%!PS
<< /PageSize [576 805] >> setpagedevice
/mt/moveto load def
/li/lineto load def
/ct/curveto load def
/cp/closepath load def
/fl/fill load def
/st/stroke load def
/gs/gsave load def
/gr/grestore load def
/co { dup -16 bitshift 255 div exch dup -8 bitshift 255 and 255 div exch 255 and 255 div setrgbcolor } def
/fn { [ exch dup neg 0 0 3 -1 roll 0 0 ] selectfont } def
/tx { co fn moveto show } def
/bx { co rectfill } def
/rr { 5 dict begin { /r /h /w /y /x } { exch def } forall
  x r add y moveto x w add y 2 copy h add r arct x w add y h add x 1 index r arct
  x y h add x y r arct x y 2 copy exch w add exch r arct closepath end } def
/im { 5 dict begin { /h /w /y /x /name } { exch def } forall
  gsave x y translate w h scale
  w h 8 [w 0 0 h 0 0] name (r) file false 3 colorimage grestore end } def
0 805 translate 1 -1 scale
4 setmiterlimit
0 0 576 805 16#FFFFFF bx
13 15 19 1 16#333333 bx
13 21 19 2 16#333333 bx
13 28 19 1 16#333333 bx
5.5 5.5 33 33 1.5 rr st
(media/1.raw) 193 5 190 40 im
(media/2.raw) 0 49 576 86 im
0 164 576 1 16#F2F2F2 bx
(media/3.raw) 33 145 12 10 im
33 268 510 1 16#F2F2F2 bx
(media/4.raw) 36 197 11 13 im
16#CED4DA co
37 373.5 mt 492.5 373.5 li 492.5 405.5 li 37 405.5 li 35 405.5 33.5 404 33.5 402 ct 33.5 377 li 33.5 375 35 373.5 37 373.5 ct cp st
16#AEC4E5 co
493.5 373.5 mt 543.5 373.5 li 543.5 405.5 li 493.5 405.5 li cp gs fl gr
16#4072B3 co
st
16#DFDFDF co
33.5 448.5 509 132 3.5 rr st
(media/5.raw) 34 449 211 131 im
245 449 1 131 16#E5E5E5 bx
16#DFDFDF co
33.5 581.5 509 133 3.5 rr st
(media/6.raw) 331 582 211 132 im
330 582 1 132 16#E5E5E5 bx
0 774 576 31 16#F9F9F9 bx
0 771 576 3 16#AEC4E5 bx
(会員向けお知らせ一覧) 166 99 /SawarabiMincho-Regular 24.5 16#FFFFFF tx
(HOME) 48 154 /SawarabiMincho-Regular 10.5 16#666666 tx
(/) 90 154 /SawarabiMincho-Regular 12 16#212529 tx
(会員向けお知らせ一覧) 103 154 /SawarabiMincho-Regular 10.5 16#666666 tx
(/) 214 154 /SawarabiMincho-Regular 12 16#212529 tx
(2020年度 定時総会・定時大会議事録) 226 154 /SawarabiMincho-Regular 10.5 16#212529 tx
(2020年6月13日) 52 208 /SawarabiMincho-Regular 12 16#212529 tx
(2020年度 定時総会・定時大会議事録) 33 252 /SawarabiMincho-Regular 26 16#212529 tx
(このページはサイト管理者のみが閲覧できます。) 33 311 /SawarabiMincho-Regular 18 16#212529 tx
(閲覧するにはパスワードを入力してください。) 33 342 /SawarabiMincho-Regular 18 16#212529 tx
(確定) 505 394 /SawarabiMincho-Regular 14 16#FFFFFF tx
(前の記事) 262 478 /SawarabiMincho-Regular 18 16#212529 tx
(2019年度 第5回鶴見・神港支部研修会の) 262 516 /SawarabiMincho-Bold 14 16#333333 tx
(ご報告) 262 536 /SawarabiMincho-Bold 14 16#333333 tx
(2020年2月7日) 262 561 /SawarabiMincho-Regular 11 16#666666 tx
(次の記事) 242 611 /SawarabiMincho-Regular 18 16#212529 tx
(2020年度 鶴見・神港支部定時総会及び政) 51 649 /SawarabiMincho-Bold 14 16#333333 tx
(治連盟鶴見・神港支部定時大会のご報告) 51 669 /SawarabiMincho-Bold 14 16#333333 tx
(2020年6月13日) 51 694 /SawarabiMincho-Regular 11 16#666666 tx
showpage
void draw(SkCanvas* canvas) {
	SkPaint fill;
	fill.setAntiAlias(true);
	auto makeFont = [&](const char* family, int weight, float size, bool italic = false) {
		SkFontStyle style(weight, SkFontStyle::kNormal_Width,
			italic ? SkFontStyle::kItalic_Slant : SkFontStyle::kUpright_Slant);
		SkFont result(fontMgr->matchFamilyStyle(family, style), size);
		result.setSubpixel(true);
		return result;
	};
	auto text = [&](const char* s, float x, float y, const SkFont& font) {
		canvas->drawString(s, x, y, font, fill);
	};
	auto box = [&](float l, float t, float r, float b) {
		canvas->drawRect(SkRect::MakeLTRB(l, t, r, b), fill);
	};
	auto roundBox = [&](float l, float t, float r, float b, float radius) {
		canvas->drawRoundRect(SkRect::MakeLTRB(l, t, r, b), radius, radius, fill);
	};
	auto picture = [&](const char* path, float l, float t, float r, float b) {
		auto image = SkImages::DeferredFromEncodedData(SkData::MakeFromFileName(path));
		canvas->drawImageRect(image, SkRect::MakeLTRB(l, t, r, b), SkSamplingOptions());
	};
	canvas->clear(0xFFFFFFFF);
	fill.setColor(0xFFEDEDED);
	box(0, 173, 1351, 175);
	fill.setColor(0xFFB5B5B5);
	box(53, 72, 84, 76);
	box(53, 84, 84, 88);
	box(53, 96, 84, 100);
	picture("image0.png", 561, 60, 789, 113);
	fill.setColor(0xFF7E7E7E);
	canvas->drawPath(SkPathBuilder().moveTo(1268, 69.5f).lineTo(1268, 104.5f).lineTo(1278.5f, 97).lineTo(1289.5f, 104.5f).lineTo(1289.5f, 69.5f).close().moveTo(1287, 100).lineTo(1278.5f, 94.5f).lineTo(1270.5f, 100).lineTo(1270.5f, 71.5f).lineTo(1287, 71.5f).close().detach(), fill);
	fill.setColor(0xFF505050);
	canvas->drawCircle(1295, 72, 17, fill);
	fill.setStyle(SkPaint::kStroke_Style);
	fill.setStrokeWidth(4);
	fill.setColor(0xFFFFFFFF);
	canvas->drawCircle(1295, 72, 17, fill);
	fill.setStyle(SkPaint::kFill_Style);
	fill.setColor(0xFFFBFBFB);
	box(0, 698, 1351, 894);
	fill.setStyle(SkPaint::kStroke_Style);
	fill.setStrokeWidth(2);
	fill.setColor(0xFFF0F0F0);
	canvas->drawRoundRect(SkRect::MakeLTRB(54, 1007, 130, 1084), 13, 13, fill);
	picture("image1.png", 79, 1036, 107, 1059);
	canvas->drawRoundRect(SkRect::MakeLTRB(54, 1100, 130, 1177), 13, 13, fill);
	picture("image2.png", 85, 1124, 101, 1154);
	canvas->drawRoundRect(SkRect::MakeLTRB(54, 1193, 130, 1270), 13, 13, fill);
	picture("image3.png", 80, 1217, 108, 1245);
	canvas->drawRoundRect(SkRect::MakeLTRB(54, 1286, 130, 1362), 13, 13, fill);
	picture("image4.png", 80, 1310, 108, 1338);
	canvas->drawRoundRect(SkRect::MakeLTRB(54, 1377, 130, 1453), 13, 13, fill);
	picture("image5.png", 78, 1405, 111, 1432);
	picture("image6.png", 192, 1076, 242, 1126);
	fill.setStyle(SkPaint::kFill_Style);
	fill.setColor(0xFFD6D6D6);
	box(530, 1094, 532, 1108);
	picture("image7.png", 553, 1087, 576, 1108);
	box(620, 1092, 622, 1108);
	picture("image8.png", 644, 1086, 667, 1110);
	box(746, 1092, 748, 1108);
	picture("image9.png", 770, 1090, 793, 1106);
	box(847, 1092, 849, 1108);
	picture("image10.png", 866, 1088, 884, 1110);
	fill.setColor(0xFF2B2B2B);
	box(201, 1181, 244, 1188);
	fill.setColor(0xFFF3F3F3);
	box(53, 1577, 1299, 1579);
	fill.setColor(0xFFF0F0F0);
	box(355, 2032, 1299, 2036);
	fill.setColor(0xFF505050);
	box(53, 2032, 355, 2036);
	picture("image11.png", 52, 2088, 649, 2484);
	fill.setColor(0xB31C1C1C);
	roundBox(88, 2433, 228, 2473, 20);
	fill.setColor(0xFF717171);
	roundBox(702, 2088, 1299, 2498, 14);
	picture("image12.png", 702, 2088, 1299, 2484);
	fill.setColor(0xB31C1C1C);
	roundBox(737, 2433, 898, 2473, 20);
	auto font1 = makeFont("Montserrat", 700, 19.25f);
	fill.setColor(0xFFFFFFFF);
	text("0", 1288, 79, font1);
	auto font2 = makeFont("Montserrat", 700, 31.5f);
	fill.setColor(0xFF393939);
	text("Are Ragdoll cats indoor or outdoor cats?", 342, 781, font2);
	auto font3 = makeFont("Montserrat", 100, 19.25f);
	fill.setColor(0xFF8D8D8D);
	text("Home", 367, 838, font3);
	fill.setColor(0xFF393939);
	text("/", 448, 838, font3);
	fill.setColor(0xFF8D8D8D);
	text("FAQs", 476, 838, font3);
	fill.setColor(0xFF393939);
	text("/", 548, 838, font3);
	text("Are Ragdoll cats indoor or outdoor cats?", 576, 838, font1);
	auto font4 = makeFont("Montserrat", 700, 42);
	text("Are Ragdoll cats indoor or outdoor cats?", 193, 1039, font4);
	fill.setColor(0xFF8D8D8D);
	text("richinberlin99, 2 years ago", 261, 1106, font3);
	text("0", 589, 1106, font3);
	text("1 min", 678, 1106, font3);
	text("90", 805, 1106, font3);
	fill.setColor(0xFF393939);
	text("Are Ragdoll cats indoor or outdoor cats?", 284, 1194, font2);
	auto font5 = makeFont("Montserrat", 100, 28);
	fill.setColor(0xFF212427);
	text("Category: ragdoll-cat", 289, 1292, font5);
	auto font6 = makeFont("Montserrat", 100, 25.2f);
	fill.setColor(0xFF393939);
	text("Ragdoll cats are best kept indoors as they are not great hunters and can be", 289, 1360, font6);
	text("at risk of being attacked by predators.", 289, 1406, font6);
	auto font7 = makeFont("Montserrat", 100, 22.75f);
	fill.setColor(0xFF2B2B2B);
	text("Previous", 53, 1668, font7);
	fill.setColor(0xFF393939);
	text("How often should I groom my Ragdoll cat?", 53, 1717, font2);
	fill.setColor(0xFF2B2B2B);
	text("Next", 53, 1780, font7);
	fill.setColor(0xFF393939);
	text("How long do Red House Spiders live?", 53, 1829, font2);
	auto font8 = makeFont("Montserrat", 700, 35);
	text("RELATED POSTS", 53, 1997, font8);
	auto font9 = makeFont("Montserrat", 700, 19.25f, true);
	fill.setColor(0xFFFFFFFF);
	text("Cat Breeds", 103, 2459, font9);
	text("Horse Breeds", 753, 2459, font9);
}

————

▶ TASK: Set down precisely the lines above between the line holding "13 15 19 1 16#333333 bx" and the line holding "(2020年度 定時総会・定時大会議事録) 226", inclusive, and nothing beyond them.

▶ ANSWER:
13 15 19 1 16#333333 bx
13 21 19 2 16#333333 bx
13 28 19 1 16#333333 bx
5.5 5.5 33 33 1.5 rr st
(media/1.raw) 193 5 190 40 im
(media/2.raw) 0 49 576 86 im
0 164 576 1 16#F2F2F2 bx
(media/3.raw) 33 145 12 10 im
33 268 510 1 16#F2F2F2 bx
(media/4.raw) 36 197 11 13 im
16#CED4DA co
37 373.5 mt 492.5 373.5 li 492.5 405.5 li 37 405.5 li 35 405.5 33.5 404 33.5 402 ct 33.5 377 li 33.5 375 35 373.5 37 373.5 ct cp st
16#AEC4E5 co
493.5 373.5 mt 543.5 373.5 li 543.5 405.5 li 493.5 405.5 li cp gs fl gr
16#4072B3 co
st
16#DFDFDF co
33.5 448.5 509 132 3.5 rr st
(media/5.raw) 34 449 211 131 im
245 449 1 131 16#E5E5E5 bx
16#DFDFDF co
33.5 581.5 509 133 3.5 rr st
(media/6.raw) 331 582 211 132 im
330 582 1 132 16#E5E5E5 bx
0 774 576 31 16#F9F9F9 bx
0 771 576 3 16#AEC4E5 bx
(会員向けお知らせ一覧) 166 99 /SawarabiMincho-Regular 24.5 16#FFFFFF tx
(HOME) 48 154 /SawarabiMincho-Regular 10.5 16#666666 tx
(/) 90 154 /SawarabiMincho-Regular 12 16#212529 tx
(会員向けお知らせ一覧) 103 154 /SawarabiMincho-Regular 10.5 16#666666 tx
(/) 214 154 /SawarabiMincho-Regular 12 16#212529 tx
(2020年度 定時総会・定時大会議事録) 226 154 /SawarabiMincho-Regular 10.5 16#212529 tx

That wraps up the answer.